Mining of conflict diamonds is considered a conflict resource, which still takes place in some African countries. As the quest for growth and sustainability are goals that we must discuss in all aspects of life, many industries are looking for positive ways to boost their revenue and evolve, while abolishing unsustainable and harmful practices.
We cannot leave out the mining industry. This is because they are a great source of revenue for many nations and they promote certain societal values. For this reason, we should handle them with care and properly refine them to birth a sustainable environment.
Diamond: A rich source of revenue
Moving on, we have known widely, that the diamond industry is one vast industry that has employed specific means to generate revenue and encourage growth in society. According to diamondfacts.org, the diamond industry supports approximately 10 million people around the world, directly or indirectly. This is possible because the route diamonds take from sourcing to polishing and selling, benefits several African countries and increases the rate of employment.
However, the introduction of Conflict Diamonds (otherwise known as hot diamonds, blood diamonds, red diamonds, or brown diamonds), has brought a great cause for alarm.
Some people use these diamonds to cause crises in diverse parts of the world, especially in some parts of Africa. They do not mine the diamonds through the regular way. They employ various strange and harmful practices, such as digging with bare hands, using hand-held sieves, burying themselves in dirt and other unsustainable means to extract and sell the diamonds in their unrefined state (Paul Armstrong, 2011).
What are Conflict Diamonds?
According to the United Nations Department of Public Information, “Conflict diamonds are seen as diamonds that originate from areas controlled by forces or factions opposed to legitimate and internationally recognized governments and are used to fund military action in opposition to those governments or in contravention of the decisions of the Security Council.” The term was given because the diamonds were used to promote conflicts, wars, and bloodshed.
Sadly, conflict diamonds form the major cause of wars in some African nations. This is because some people trade these diamonds in exchange for weapons and use them to promote conflicts and wars. We can find them mainly in African countries, such as Sierra Leone, Congo, Ivory Coast, Liberia, and Angola.
The citizens of these nations have less funds to amass weapons and defend themselves. As a result, they mine these diamonds and sell them to fund their projects. Knowing the worth of diamonds, they use them to cause a fight, gain a territory, or oppress people.
Are Conflict Diamonds Legal?
When societies are disrupted, this becomes a threat. Conflict diamonds are illegitimate, because people use them for destructive reasons. The origin of the diamonds is uncertain. As a result, the government, member states, and the diamond industry have no control over their sourcing.
Furthermore, every real diamond must have a Certificate of Origin and should have a process of proper examination.

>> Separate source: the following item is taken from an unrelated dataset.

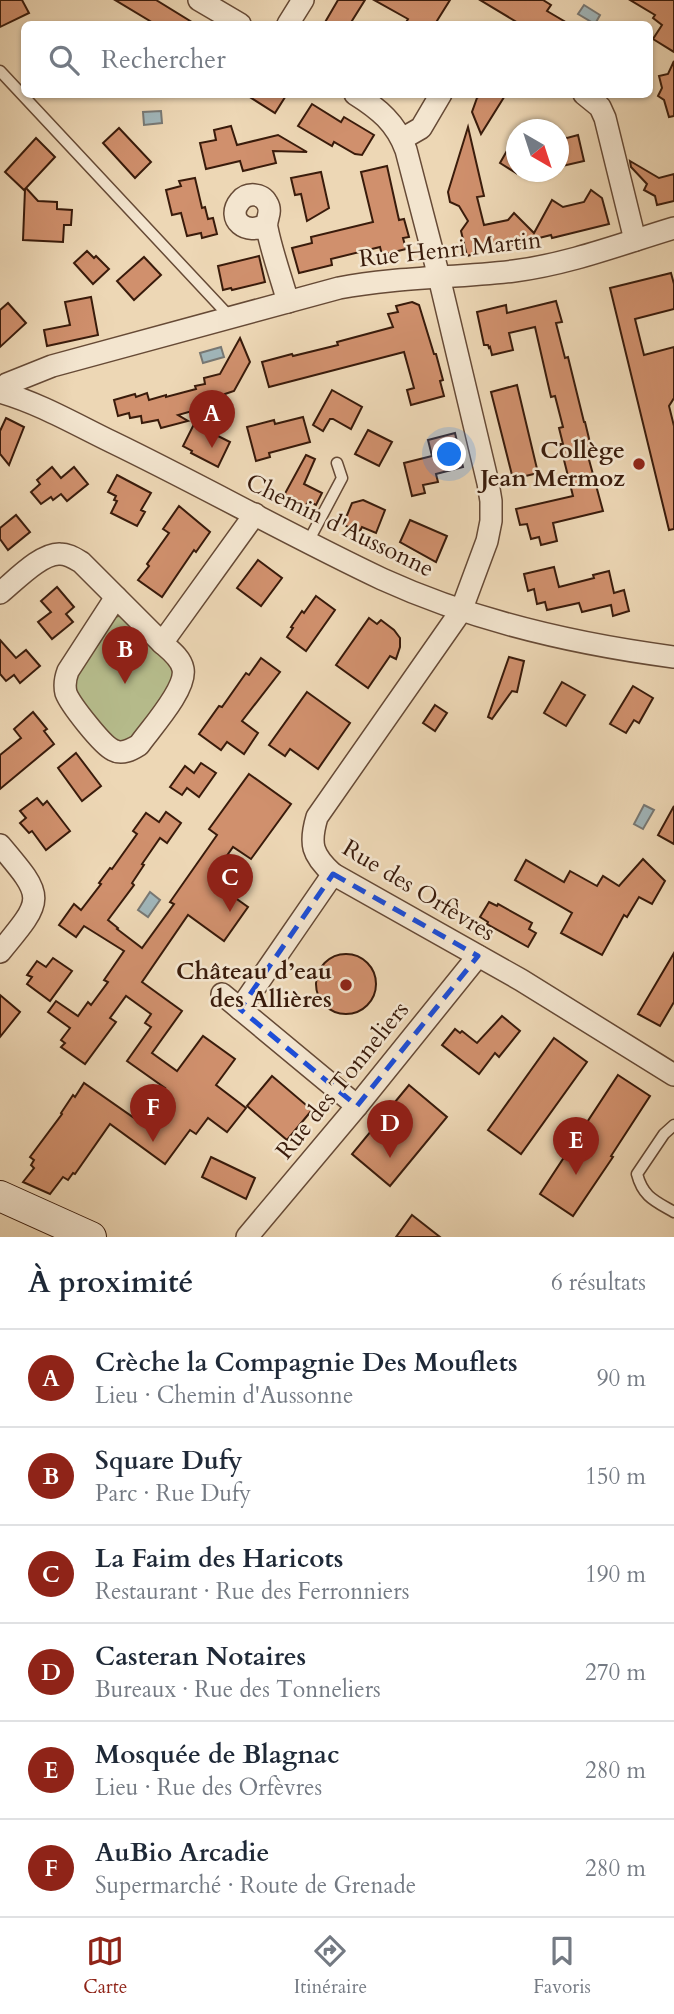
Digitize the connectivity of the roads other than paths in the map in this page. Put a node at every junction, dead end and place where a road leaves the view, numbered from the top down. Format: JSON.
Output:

This is to know the structure, color, quality and every other vital feature in a real legitimate diamond (La vivion, 2013). People also mine conflict diamonds illegally without any trace of its origin. Hence, when it reaches the market, it becomes difficult to tell the difference.
In addition, since they use these diamonds for illicit purposes, such as funding the purchase of arms and other illegal activities, they become illegitimate. This is why they should be removed from the market. Various organizations are also taking the necessary actions to eliminate the production and spread of these diamonds.
The Kimberly Process
Considering the increase in conflict diamonds, the UN established a method known as the Kimberly Process in the year 2000 and created the Kimberly Process Certification Scheme (KPCS), which is a document with the necessary requirements to control the diamond mining and trade. With these requirements, the members can properly certify the shipment of raw diamonds and prevent the illegal ones from entering the legitimate trade.
Moreover, the major goal of the Kimberly Process is to terminate the trading of conflict diamonds and ensure that people don’t use them to fund wars by rebels and their allies, making them conflict-free. Both parties coming to the trade will only buy and sell when they have met the minimum requirements.
Detecting and Terminating Conflict Diamonds
This Kimberly Process can help curtail and eventually terminate the increase in conflict diamonds. This is possible, because every diamond entering the market must have a Certificate of Origin to enable the officials to trace its source and recognise whether anyone has legitimately or illegitimately mined it and whether it is being used for the right purposes.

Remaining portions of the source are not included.